De las carpetas que contenían informes psiquiátricos y de los documentos extraídos de ciertos juzgados penales debía poner por un lado los párrafos en los que se asentaba que las pruebas psicológicas eran meras hipótesis de trabajo o se establecía que las declaraciones habían sido arrancadas por la fuerza. Su obligación consistía en constreñirse a la anécdota y en dar a la narración un determinado calor humano. Si alguna vez se quejó del saqueo, de la usurpación que tal vez toda escritura comporta, si en algún momento de su adolescencia sintió una grave sensación de pecado al imitar los modos de hablar de su hermano cuando escribía una simple carta a su abuela, ésta era la ocasión perfecta para consumar sin culpa algo que de pecaminoso poco a poco fue convirtiéndose en un juego solitario. A sí mismo se bastaba, creía. En él mismo, específicamente en su cuerpo, residía la otra mujer que su pecho significaba; de sí mismo emanaba la fuente de toda satisfacción. No necesitaba a nadie en el mundo. Podía reírse a carcajadas de cualquier traición, de cualquier gesto femenino que lo menoscabara o humillara. Para eso se tenía a sí mismo, para regodearse en su propia, enloquecedora, noción de sí. Se había vuelto, era cierto, ni modo, un agente de la escritura secreta, un halcón de la literatura. Era su coraza. De esa manera se sabía protegido, por su propio talento y desde arriba, invulnerable, porque así era, cómo dudarlo, un creador invisible, omnipotente, divino, situado en todas partes y en ninguna.

 

Intentar rastrear el destino último de Bruno Medina es un propósito ocioso. Todos preferimos ignorar su paradero. Por lo demás, siempre se evadía. De la misma manera en que se presentaba todas las tardes en el café, instalándose hasta la medianoche en una de las mesas y hablando sin cesar y abrumándonos (“Ya empezó a delirar el Bobo Excitado”, decía uno de nosotros), de esa misma forma se ausentaba sin explicación de por medio, sin pretender hacerse el interesante o el enigmático; simplemente desaparecía... sin configurar con ello, por cierto, la noción de persona desaparecida con que suelen arrancar algunas ficciones criminales. Algunas veces dejábamos de verlo seis, ocho meses, más de un año, y de pronto allí estaba de nuevo: su peinado a la cepillo, su desteñida chamarra verde olivo, sus ojos vivarachos, sus repentinas caídas en blanco a la mitad de una conversación que aparentemente le entusiasmaba, sus inesperados silencios que tras la mirada eran como el hueco en que se hundía y se entregaba al vacío, a su desgarrada parálisis mental, a su furia contenida.

—¿Han visto al profesor Ocaranza? —preguntaba.

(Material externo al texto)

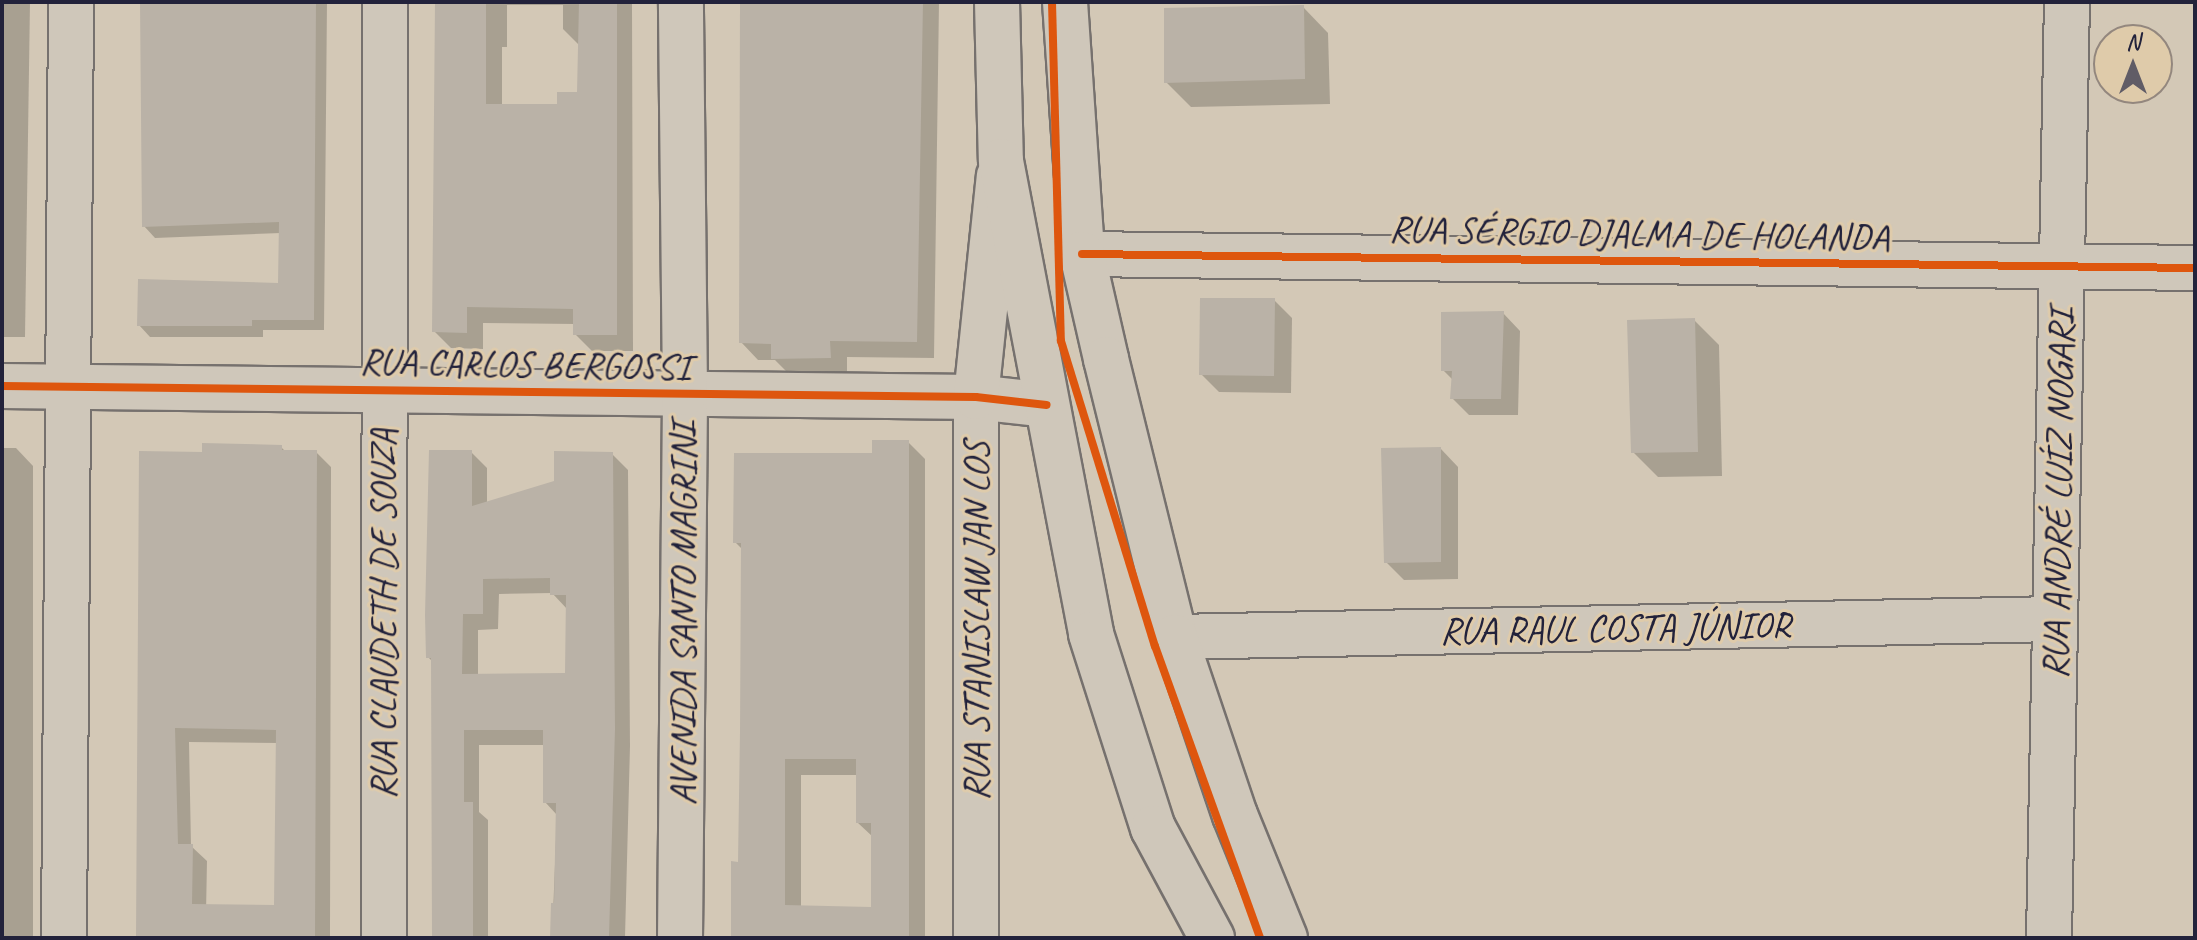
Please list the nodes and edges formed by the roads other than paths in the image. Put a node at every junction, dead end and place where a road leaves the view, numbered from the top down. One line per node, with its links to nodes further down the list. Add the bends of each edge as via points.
1 (71, 2): 12 (street)
2 (385, 2): 13 (street, RUA CLAUDETH DE SOUZA)
3 (681, 2): 14 (street, AVENIDA SANTO MAGRINI)
4 (997, 2): 7 (street)
5 (1065, 2): 8 (street)
6 (2067, 2): 9 (street, RUA ANDRÉ LUÍZ NOGARI)
7 (1001, 161): 15 (street, RUA STANISLAW JAN LOS); 16 (street)
8 (1082, 254): 9 (street, RUA SÉRGIO DJALMA DE HOLANDA); 18 (street)
9 (2062, 266): 10 (street, RUA SÉRGIO DJALMA DE HOLANDA); 17 (street, RUA ANDRÉ LUÍZ NOGARI)
10 (2195, 268)
11 (2, 386): 12 (street, RUA CARLOS BERGOSSI)
12 (69, 388): 13 (street, RUA CARLOS BERGOSSI); 19 (street)
13 (383, 390): 14 (street, RUA CARLOS BERGOSSI); 20 (street, RUA CLAUDETH DE SOUZA)
14 (685, 393): 15 (street, RUA CARLOS BERGOSSI); 21 (street, AVENIDA SANTO MAGRINI)
15 (976, 397): 16 (street, RUA CARLOS BERGOSSI); 22 (street, RUA STANISLAW JAN LOS)
16 (1047, 405): 23 (street, via 1091,634 1153,828)
17 (2055, 619): 18 (street, RUA RAUL COSTA JÚNIOR); 25 (street, RUA ANDRÉ LUÍZ NOGARI)
18 (1175, 637): 24 (street, via 1235,815)
19 (64, 938)
20 (384, 938)
21 (680, 938)
22 (976, 938)
23 (1212, 938)
24 (1285, 938)
25 (2049, 938)

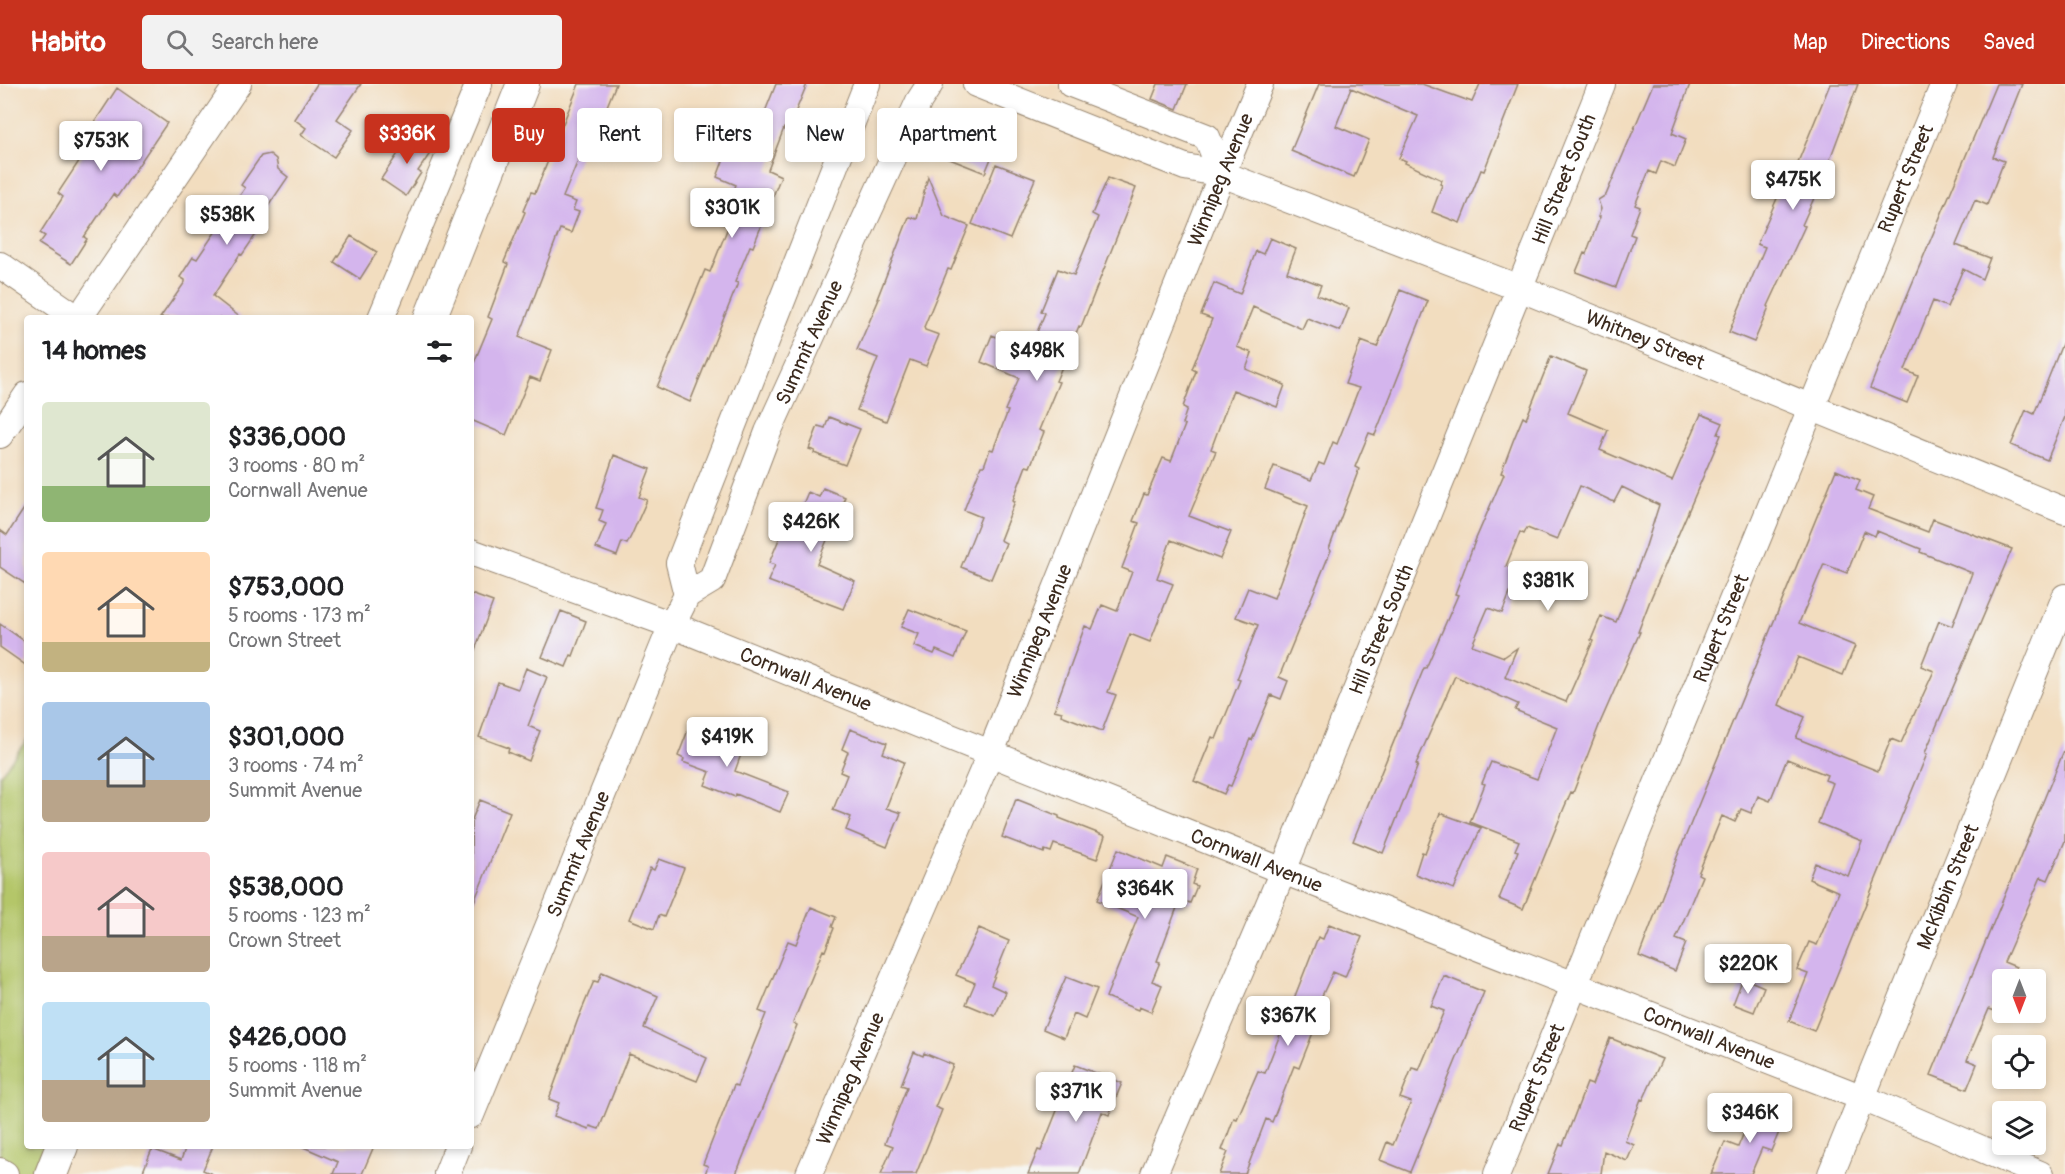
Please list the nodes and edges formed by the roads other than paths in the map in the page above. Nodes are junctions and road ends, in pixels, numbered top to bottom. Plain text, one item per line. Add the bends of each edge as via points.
1 (238, 84) edge
2 (479, 84) edge
3 (523, 84) edge
4 (930, 84) edge
5 (976, 84) edge
6 (1071, 84) edge
7 (1260, 84) edge
8 (1602, 84) edge
9 (1944, 84) edge
10 (863, 94) edge
11 (1222, 174) junction
12 (0, 265) edge
13 (1519, 288) junction
14 (84, 315) edge
15 (87, 315) edge
16 (382, 315) edge
17 (431, 315) edge
18 (24, 399) edge
19 (1812, 407) junction
20 (736, 418) junction
21 (768, 432) junction
22 (0, 435) edge
23 (2065, 511) edge
24 (474, 553) edge
25 (687, 595) junction
26 (2065, 597) edge
27 (672, 625) junction
28 (991, 752) junction
29 (1283, 871) junction
30 (1574, 986) junction
31 (1863, 1098) junction
32 (474, 1108) edge
33 (61, 1149) edge
34 (457, 1149) edge
35 (0, 1171) edge
36 (5, 1174) edge
37 (51, 1174) edge
38 (447, 1174) edge
39 (809, 1174) edge
40 (1154, 1174) edge
41 (1497, 1174) edge
42 (1831, 1174) edge
43 (2040, 1174) edge

1 - 15 street
2 - 16 street
3 - 17 main road
4 - 21 street, Summit Avenue via 914,111
5 - 11 street, Whitney Street via 1185,167
6 - 11 street via 1207,136
7 - 11 street, Winnipeg Avenue
8 - 13 street, Hill Street South
9 - 19 street, Rupert Street
10 - 20 street, Summit Avenue
11 - 13 street, Whitney Street
11 - 28 street, Winnipeg Avenue
12 - 14 street
13 - 19 street, Whitney Street
13 - 29 street, Hill Street South
18 - 22 street
19 - 23 street, Whitney Street
19 - 30 street, Rupert Street
20 - 21 street
20 - 25 street, Summit Avenue via 680,563
21 - 25 street, Summit Avenue via 712,580
24 - 27 street, Cornwall Avenue
25 - 27 street, Summit Avenue
26 - 31 street, McKibbin Street
27 - 28 street, Cornwall Avenue
27 - 32 street, Summit Avenue
28 - 29 street, Cornwall Avenue
28 - 39 street, Winnipeg Avenue
29 - 30 street, Cornwall Avenue
29 - 40 street, Hill Street South
30 - 31 street, Cornwall Avenue
30 - 41 street, Rupert Street
31 - 42 street, McKibbin Street
31 - 43 street, Cornwall Avenue
33 - 37 main road
34 - 38 street
35 - 36 street

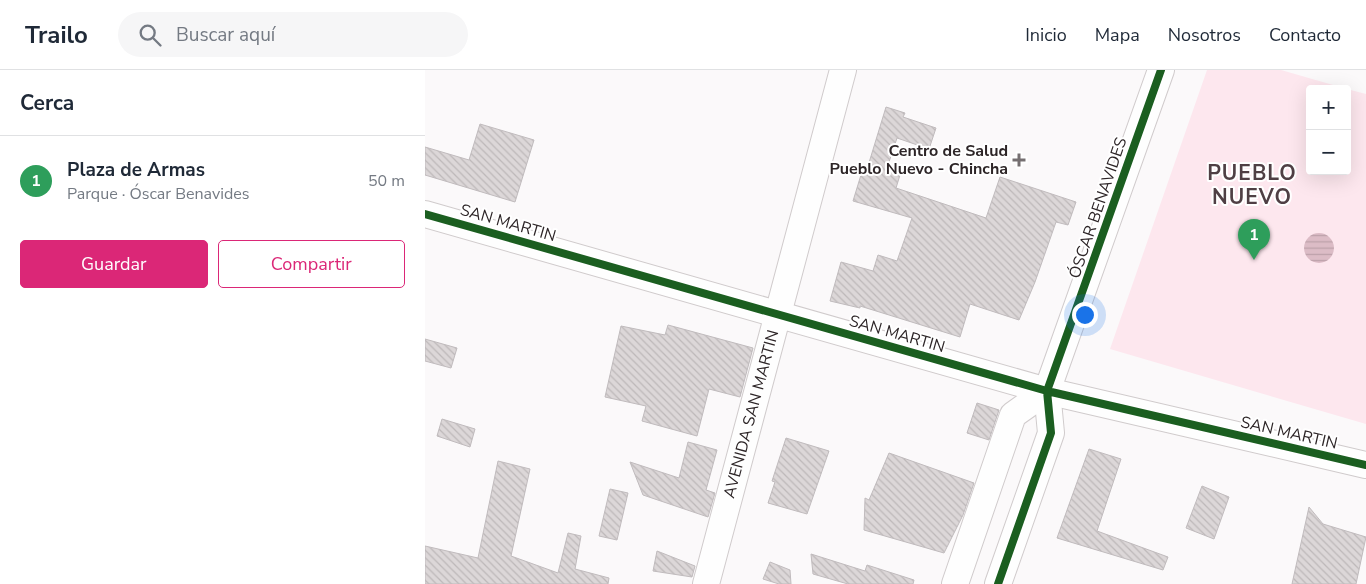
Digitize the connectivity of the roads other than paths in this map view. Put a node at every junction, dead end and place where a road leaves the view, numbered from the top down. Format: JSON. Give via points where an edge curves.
{"nodes":[{"id":1,"x":843,"y":70,"type":"edge"},
{"id":2,"x":1161,"y":70,"type":"edge"},
{"id":3,"x":425,"y":214,"type":"edge"},
{"id":4,"x":779,"y":314,"type":"junction"},
{"id":5,"x":1047,"y":391,"type":"junction"},
{"id":6,"x":1366,"y":466,"type":"edge"},
{"id":7,"x":706,"y":584,"type":"edge"},
{"id":8,"x":955,"y":584,"type":"edge"},
{"id":9,"x":998,"y":584,"type":"edge"}],
"edges":[{"from":1,"to":4,"type":"street","name":"AVENIDA SAN MARTIN"},
{"from":2,"to":5,"type":"street","name":"ÓSCAR BENAVIDES"},
{"from":3,"to":4,"type":"street","name":"SAN MARTIN"},
{"from":4,"to":5,"type":"street","name":"SAN MARTIN"},
{"from":4,"to":7,"type":"street","name":"AVENIDA SAN MARTIN"},
{"from":5,"to":6,"type":"street","name":"SAN MARTIN"},
{"from":5,"to":8,"type":"street","via":[[1013,415]]},
{"from":5,"to":9,"type":"street","name":"ÓSCAR BENAVIDES","via":[[1051,433]]}]}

—No, hace ya mucho tiempo que no viene por aquí.

Atribuíamos su obcecada búsqueda del profesor a cualquier causa, a alguna necesidad sin importancia para nosotros. El día en que por enésima vez, desesperado y con algo de sudor en la frente, inquirió nuevamente por el profesor Ocaranza, se vio en la situación de explicar (sin muchas ganas, un tanto indiferente y eludiendo los detalles) que una semana atrás creyó haberlo visto en uno de los coches que seguían la carroza de un cortejo fúnebre.

—Alguien ha de haber muerto, alguien a quien yo conocía —nos dijo Bruno—. Quise adelantarme para ver al profesor y hacer que me reconociera, pero mantenía siempre la vista hacia enfrente, fija, sin alcanzar a oír mis gritos. Avanzaba en el cortejo, de perfil, como si también él se uniera en cadena, dentro de aquel ataúd metálico que era su auto, a la procesión que enfilaba hacia el cementerio. Volví a mi casa esa tarde, revisé cuadernos y viejas y desgastadas agendas con el fin de localizar una de sus antiguas direcciones, algún número de teléfono, el domicilio de algunos de los empleos que iba teniendo y abandonando consistentemente, pero en ninguna parte supieron darme noticias del profesor. Carajo, me dije, tal vez murió alguien a quien yo conocía.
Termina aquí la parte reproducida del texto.